Department of Pharmacology, Faculty of Medicine, Zagazig University, Zagazig, Egypt.
Naunyn Schmiedebergs Arch Pharmacol. 2017 Nov;390(11):1145-1153. doi: 10.1007/s00210-017-1414-z. Epub 2017 Aug 5.
Doxorubicin (Dox)-induced cardiotoxicity constitutes the major adverse effect that limited its use. We investigated the possible protective effects of liraglutide on Dox-induced cardiotoxicity in rats. Rats were divided into the following groups: control group rats received normal saline [1 ml/kg, intraperitoneal (i.p.)]; doxorubicin group rats received doxorubicin (1.25 mg/kg, i.p.), four times per week for 4 weeks; and liraglutide group rats received doxorubicin (1.25 mg/kg, i.p.) four times per week for 4 weeks then received liraglutide (100 μg/kg, i.p) daily for 4 weeks.
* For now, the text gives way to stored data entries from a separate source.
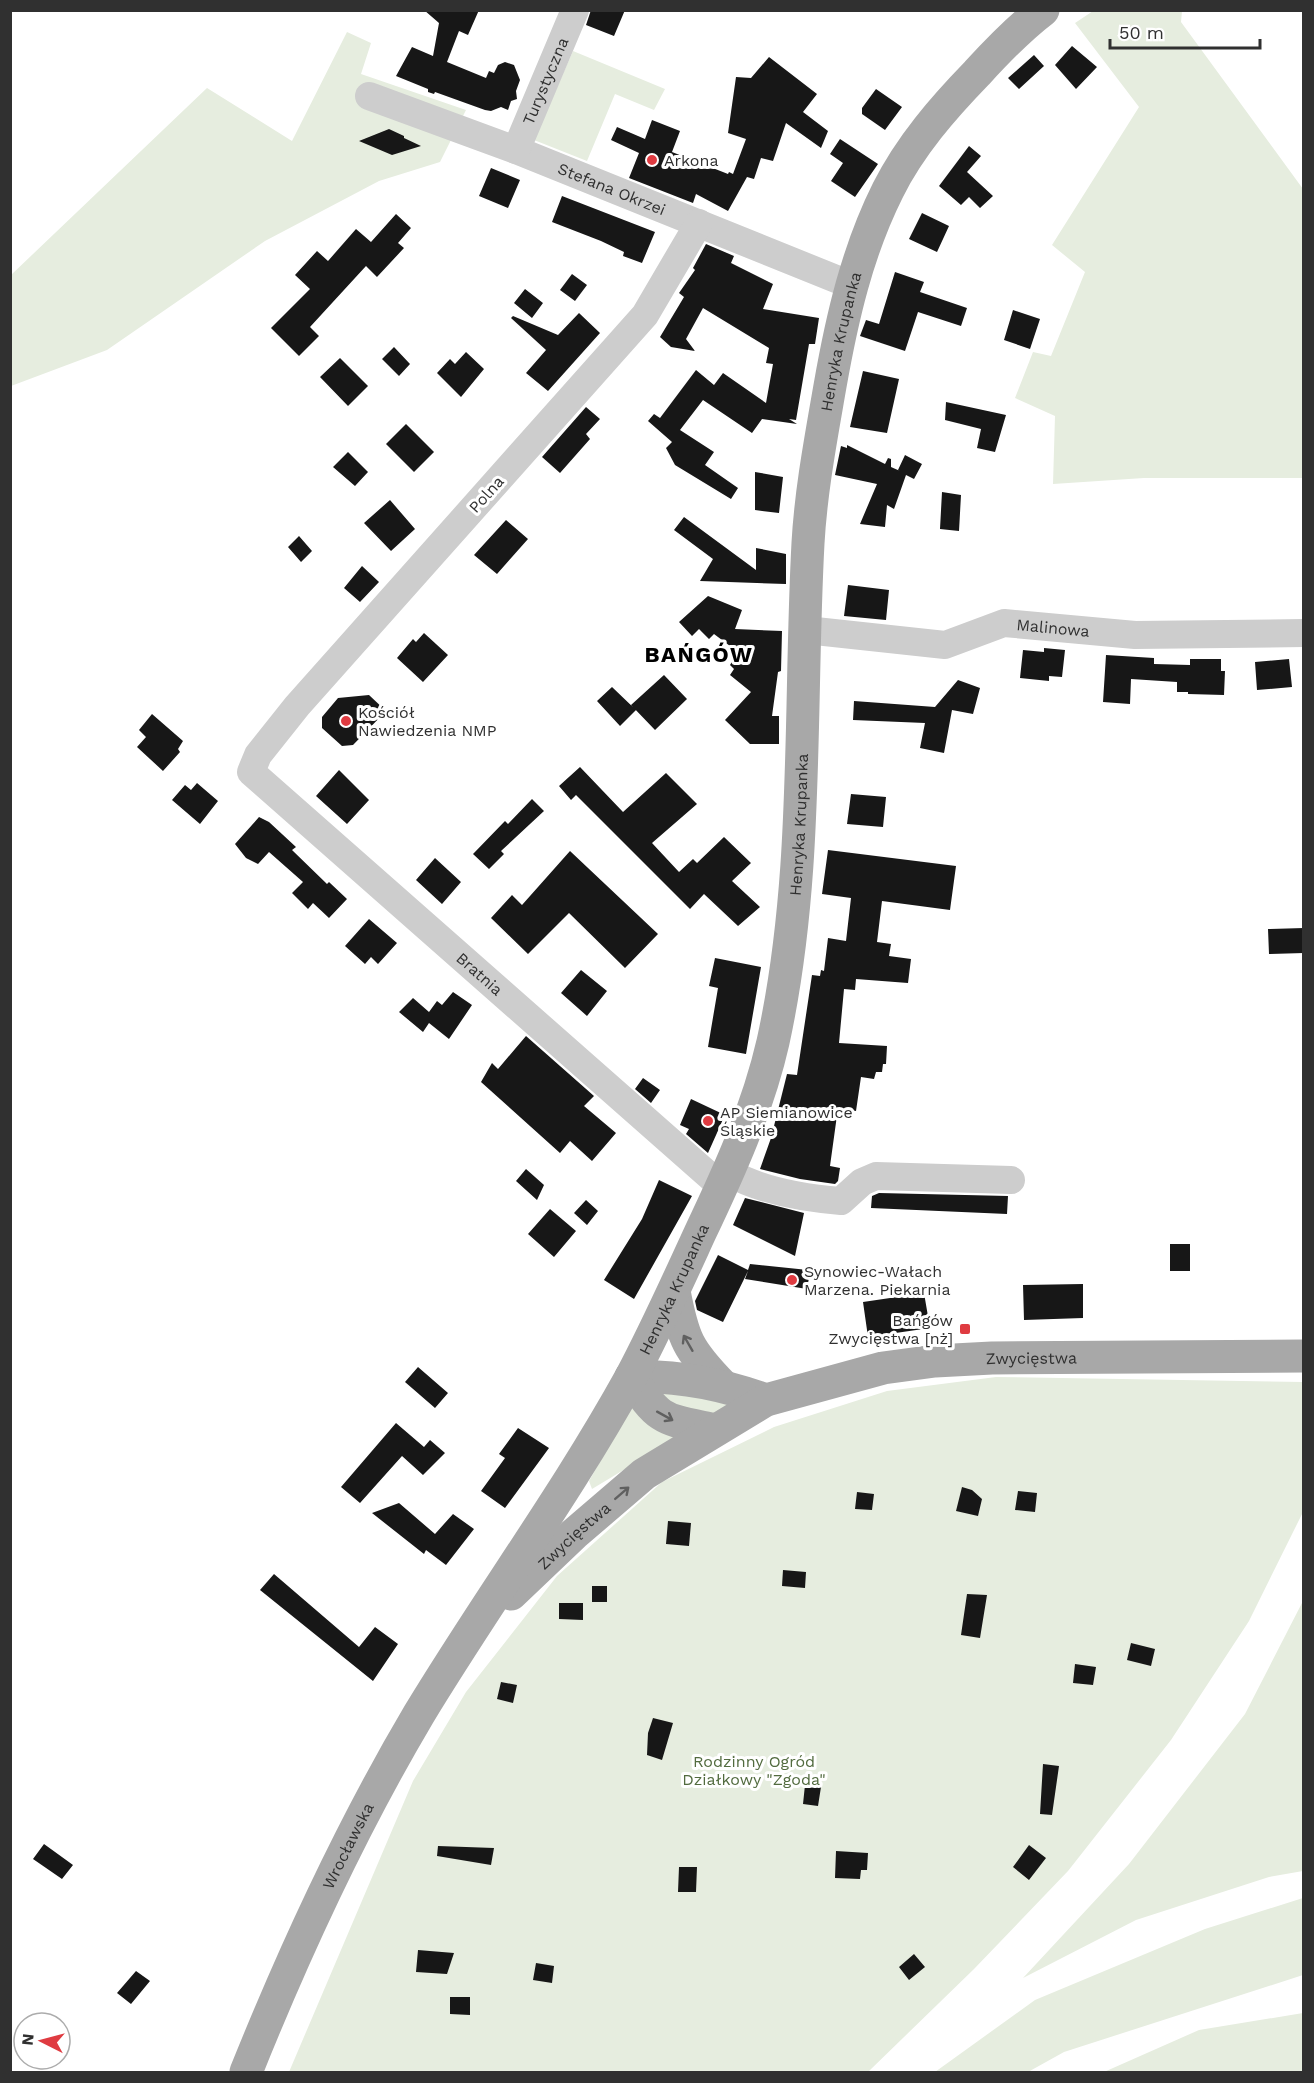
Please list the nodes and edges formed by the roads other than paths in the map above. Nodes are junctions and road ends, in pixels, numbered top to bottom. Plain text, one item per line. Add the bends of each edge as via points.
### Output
1 (575, 10) edge
2 (1043, 10) edge
3 (369, 96) dead end
4 (516, 150) junction
5 (699, 223) junction
6 (851, 285) junction
7 (806, 630) junction
8 (1304, 633) edge
9 (258, 755) joint
10 (724, 1179) junction
11 (1011, 1179) dead end
12 (674, 1291) junction
13 (1304, 1356) edge
14 (631, 1377) junction
15 (722, 1385) junction
16 (766, 1400) junction
17 (715, 1430) junction
18 (471, 1632) junction
19 (246, 2073) edge

1 - 4 street, Turystyczna
2 - 6 main road, Henryka Krupanka via 1020,27 949,102 915,145 889,187
3 - 4 street, Stefana Okrzei
4 - 5 street, Stefana Okrzei
5 - 6 street, Stefana Okrzei
5 - 9 street, Polna via 645,315
6 - 7 main road, Henryka Krupanka via 817,462 808,540
7 - 8 street, Malinowa via 945,645 1004,623 1135,635
7 - 10 main road, Henryka Krupanka via 797,891 787,966 758,1097
9 - 10 street, Bratnia via 251,772
10 - 11 street via 841,1201 862,1182 876,1176
10 - 12 main road, Henryka Krupanka
12 - 14 main road, Henryka Krupanka
15 -> 12 main road via 684,1338
13 - 16 main road, Zwycięstwa via 935,1362 883,1368
14 - 15 main road via 668,1377
14 -> 17 main road via 649,1406 663,1417
14 - 18 main road, Henryka Krupanka
15 - 16 main road
16 - 17 main road, Zwycięstwa
18 -> 17 main road, Zwycięstwa via 644,1474
18 - 19 main road, Wrocławska via 417,1718 355,1833 273,2004

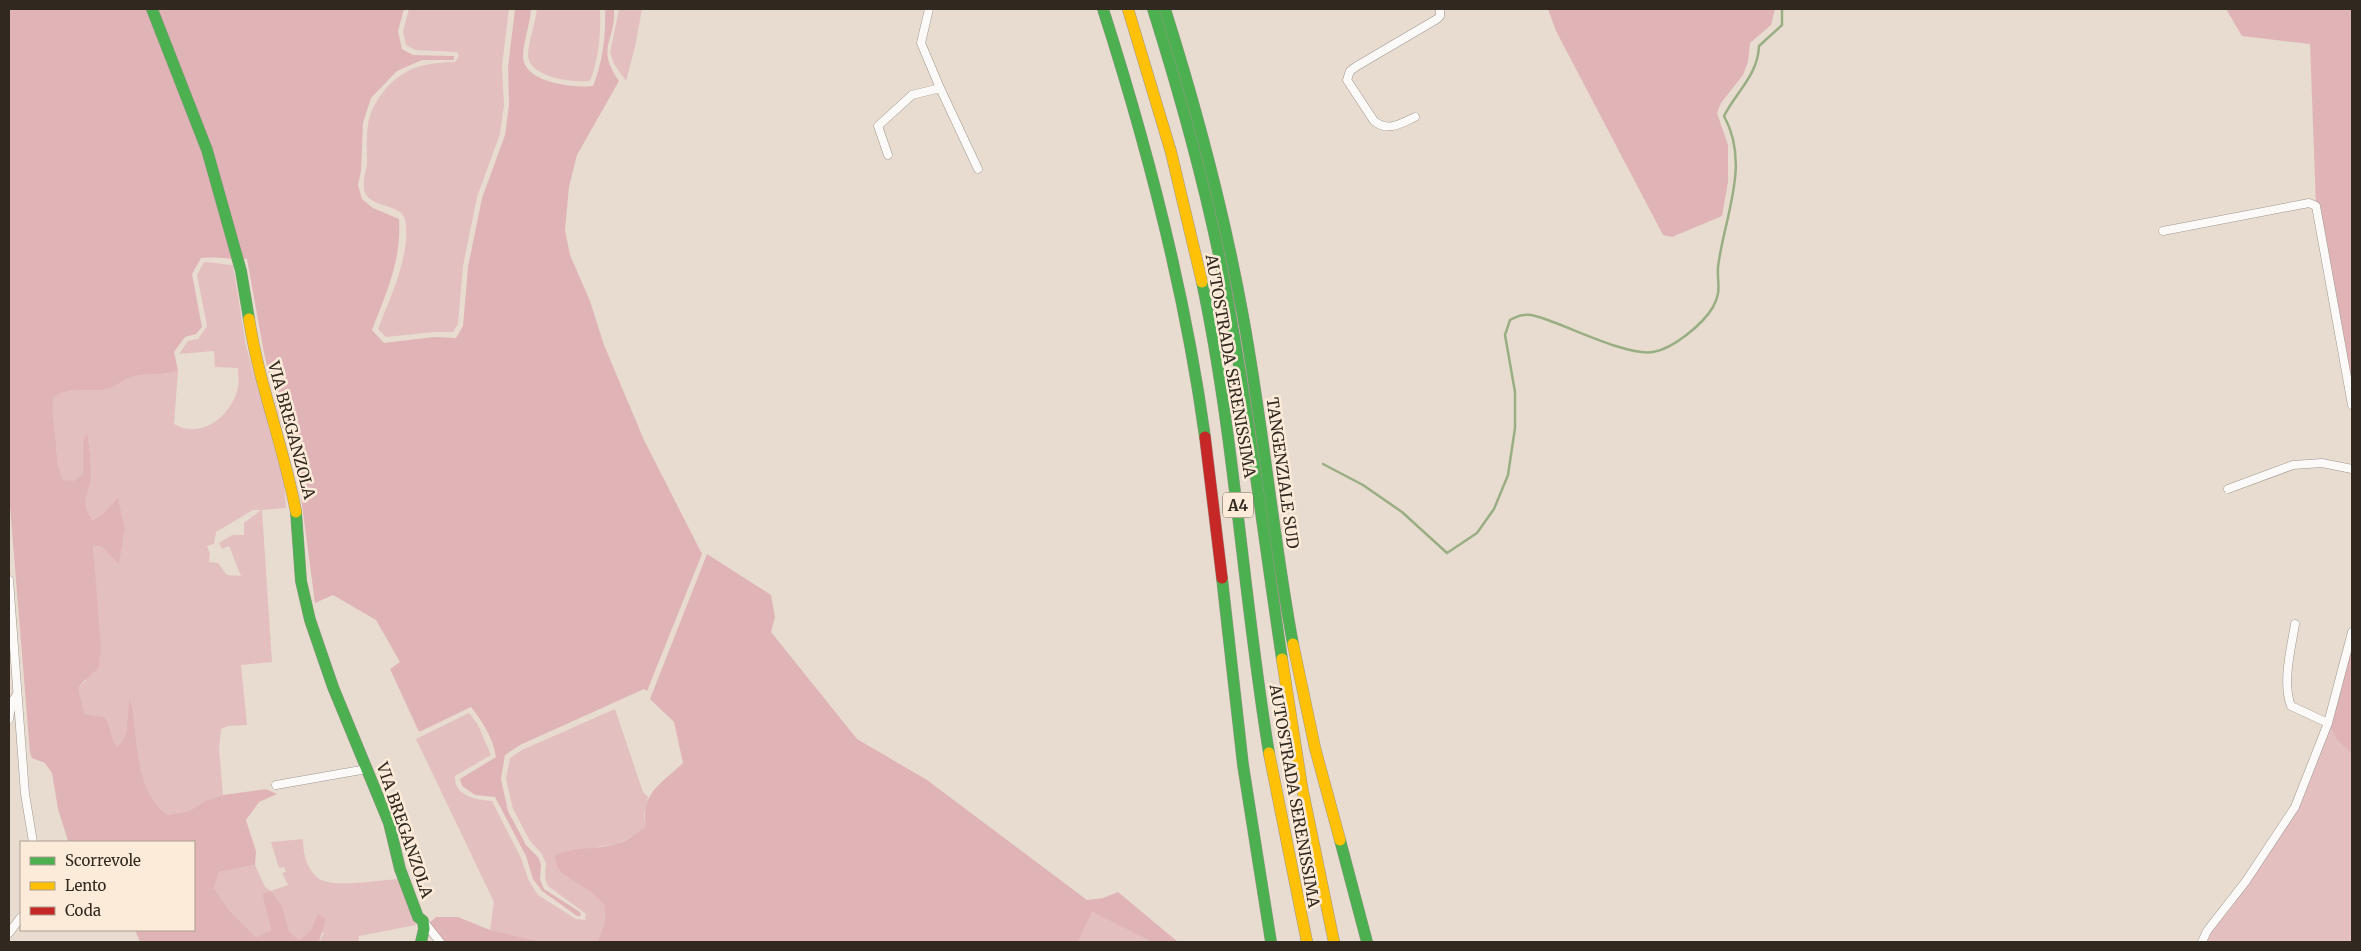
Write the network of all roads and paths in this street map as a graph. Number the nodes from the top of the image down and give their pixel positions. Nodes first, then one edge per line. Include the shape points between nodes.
1 (152, 9) edge
2 (929, 9) edge
3 (1103, 9) edge
4 (1128, 9) edge
5 (1153, 9) edge
6 (1165, 9) edge
7 (1440, 9) edge
8 (940, 88) junction
9 (1415, 117) dead end
10 (888, 155) dead end
11 (978, 169) dead end
12 (2163, 231) dead end
13 (2352, 405) edge
14 (2352, 469) edge
15 (2228, 489) dead end
16 (9, 580) edge
17 (2295, 624) dead end
18 (2352, 632) edge
19 (17, 694) junction
20 (9, 719) edge
21 (2328, 722) junction
22 (368, 769) junction
23 (276, 785) dead end
24 (32, 841) edge
25 (20, 918) edge
26 (423, 921) junction
27 (9, 933) edge
28 (421, 942) edge
29 (440, 942) edge
30 (1271, 942) edge
31 (1306, 942) edge
32 (1334, 942) edge
33 (1367, 942) edge
34 (2202, 942) edge

1 - 22 main road, VIA BREGANZOLA via 212,168 242,270 252,341 296,512 301,581 310,620
2 - 8 street via 922,43
3 - 30 main road, A4 via 1126,78 1158,201 1199,398 1247,806
4 - 31 main road, AUTOSTRADA SERENISSIMA / A4 via 1183,196 1210,325 1233,464 1260,700 1276,800
5 - 32 main road, TANGENZIALE SUD via 1204,190 1231,318 1297,761
6 - 33 main road, TANGENZIALE SUD via 1217,197 1242,316 1300,684
7 - 9 street via 1440,16 1357,66 1350,71 1347,80 1379,125 1390,127
8 - 10 street via 912,95 878,126
8 - 11 street
12 - 13 street via 2309,203 2316,206
14 - 15 street via 2322,463 2293,465
16 - 19 street
17 - 21 street via 2287,696 2291,706
18 - 21 street
19 - 20 street
19 - 24 street
21 - 34 street via 2295,807
22 - 23 street
22 - 26 main road, VIA BREGANZOLA via 389,823 400,869 418,917
25 - 27 street
26 - 28 main road, VIA BREGANZOLA
26 - 29 street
At the end of the study, animals were sacrificed and serum creatine kinase-MB (CK-MB) and troponin I levels were determined. Malondialdehyde (MDA), superoxide dismutase (SOD), tumor necrosis factor-α (TNF-α), interleukin-6 (IL-6), and caspase-3 levels of the heart were determined. Cardiac AMPK, phosphorylated-Akt, tissue growth factor-β1 (TGF-β1), and GSK3-β levels of the heart were determined. Hematoxylin and eosin (H&E) stained sections form the heart were examined as well as immunohistochemical sections for detection of Bcl-2 expression. Dox treatment increased serum level of troponin I and CK-MB while decreased SOD activity, decreased AMPK, and p-Akt cardiac levels with increased in MDA, IL-6, TNF-α,GSK-3b, TGFB1, and caspase-3 levels in the heart with inflammation and necrosis in cardiac histopathology with decreased Bcl-2. Treatment with liraglutide decreased troponin I and CK-MB while increased SOD activity, AMPK, p-Akt with decrements in MDA, IL-6, TNF-α, GSK-3β, TGF-β1, and caspase-3 levels with attenuation of inflammation and necrosis while increased Bcl-2 expression. Liraglutide may thus represent a new clinical tool for the treatment of Dox-induced cardiotoxicity.
多柔比星(Dox)诱导的心脏毒性是其主要的不良反应,限制了其应用。我们研究了利拉鲁肽对大鼠多柔比星心脏毒性的可能保护作用。大鼠分为以下几组:对照组大鼠给予生理盐水[1ml/kg,腹腔内(i.p.)];多柔比星组大鼠给予多柔比星(1.25mg/kg,i.p.),每周 4 次,共 4 周;利拉鲁肽组大鼠给予多柔比星(1.25mg/kg,i.p.)每周 4 次,共 4 周,然后给予利拉鲁肽(100μg/kg,i.p.)每日 1 次,共 4 周。研究结束时,处死动物,测定血清肌酸激酶同工酶(CK-MB)和肌钙蛋白 I 水平。测定心脏丙二醛(MDA)、超氧化物歧化酶(SOD)、肿瘤坏死因子-α(TNF-α)、白细胞介素-6(IL-6)和半胱氨酸天冬氨酸蛋白酶-3(caspase-3)水平。测定心脏 AMPK、磷酸化-Akt、组织生长因子-β1(TGF-β1)和 GSK3-β水平。心脏苏木精和伊红(H&E)染色切片以及免疫组织化学切片检测 Bcl-2 表达。多柔比星治疗增加了血清肌钙蛋白 I 和 CK-MB 水平,降低了 SOD 活性,降低了心脏 AMPK 和磷酸化-Akt 水平,增加了 MDA、IL-6、TNF-α、GSK-3b、TGFB1 和 caspase-3 水平,导致心脏组织病理学中的炎症和坏死,Bcl-2 减少。利拉鲁肽治疗降低了肌钙蛋白 I 和 CK-MB 水平,增加了 SOD 活性,AMPK 和磷酸化-Akt 水平,降低了 MDA、IL-6、TNF-α、GSK-3β、TGF-β1 和 caspase-3 水平,减轻了炎症和坏死,增加了 Bcl-2 表达。因此,利拉鲁肽可能成为治疗多柔比星心脏毒性的一种新的临床工具。